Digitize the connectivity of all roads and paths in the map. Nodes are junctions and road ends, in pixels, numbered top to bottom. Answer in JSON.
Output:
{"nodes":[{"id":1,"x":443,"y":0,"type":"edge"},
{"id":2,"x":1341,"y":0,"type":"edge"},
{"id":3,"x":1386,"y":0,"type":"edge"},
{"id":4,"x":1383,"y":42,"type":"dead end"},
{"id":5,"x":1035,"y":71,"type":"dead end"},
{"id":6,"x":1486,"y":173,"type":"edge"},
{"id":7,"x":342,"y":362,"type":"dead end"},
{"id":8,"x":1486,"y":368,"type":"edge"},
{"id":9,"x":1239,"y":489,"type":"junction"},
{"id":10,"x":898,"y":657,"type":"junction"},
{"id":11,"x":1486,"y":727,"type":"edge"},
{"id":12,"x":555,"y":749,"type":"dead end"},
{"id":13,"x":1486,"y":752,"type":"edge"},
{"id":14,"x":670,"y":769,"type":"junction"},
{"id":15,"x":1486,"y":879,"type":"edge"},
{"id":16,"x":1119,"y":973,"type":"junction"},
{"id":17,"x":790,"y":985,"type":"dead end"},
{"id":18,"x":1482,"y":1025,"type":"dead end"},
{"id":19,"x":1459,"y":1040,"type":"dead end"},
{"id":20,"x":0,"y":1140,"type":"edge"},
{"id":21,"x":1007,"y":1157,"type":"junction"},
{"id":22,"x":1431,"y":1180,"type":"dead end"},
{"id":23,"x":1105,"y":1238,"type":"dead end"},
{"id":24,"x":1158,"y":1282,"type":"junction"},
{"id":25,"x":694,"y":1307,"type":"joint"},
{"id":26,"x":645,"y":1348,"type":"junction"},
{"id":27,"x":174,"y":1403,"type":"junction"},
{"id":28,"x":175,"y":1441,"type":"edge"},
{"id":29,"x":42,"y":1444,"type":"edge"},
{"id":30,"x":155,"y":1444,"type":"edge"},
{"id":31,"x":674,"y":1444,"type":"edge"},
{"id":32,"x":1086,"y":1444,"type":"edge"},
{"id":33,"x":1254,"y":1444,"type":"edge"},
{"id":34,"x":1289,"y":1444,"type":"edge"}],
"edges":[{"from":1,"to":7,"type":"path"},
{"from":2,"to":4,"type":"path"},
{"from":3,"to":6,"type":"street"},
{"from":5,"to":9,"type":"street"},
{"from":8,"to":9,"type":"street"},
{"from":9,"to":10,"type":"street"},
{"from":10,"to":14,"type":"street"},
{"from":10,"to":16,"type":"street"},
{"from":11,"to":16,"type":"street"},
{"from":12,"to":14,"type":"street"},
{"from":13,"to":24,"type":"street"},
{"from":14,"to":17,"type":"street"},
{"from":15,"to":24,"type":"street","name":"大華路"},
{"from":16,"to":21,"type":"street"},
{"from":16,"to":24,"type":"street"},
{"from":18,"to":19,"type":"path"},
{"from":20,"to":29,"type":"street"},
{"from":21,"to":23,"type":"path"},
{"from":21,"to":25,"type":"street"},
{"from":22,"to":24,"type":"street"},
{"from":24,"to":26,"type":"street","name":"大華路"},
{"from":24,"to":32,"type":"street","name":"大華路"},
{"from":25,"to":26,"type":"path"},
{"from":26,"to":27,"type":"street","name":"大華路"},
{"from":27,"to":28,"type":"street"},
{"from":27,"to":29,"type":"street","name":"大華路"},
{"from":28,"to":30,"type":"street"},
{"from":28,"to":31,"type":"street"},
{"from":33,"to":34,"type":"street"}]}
────────────────
*HOW TO COMPLETE THIS TASK:*
Working from the entries above, filter out every line that lacks "name" and copy what remains.

*WRITTEN RESPONSE:*
{"from":15,"to":24,"type":"street","name":"大華路"},
{"from":24,"to":26,"type":"street","name":"大華路"},
{"from":24,"to":32,"type":"street","name":"大華路"},
{"from":26,"to":27,"type":"street","name":"大華路"},
{"from":27,"to":29,"type":"street","name":"大華路"},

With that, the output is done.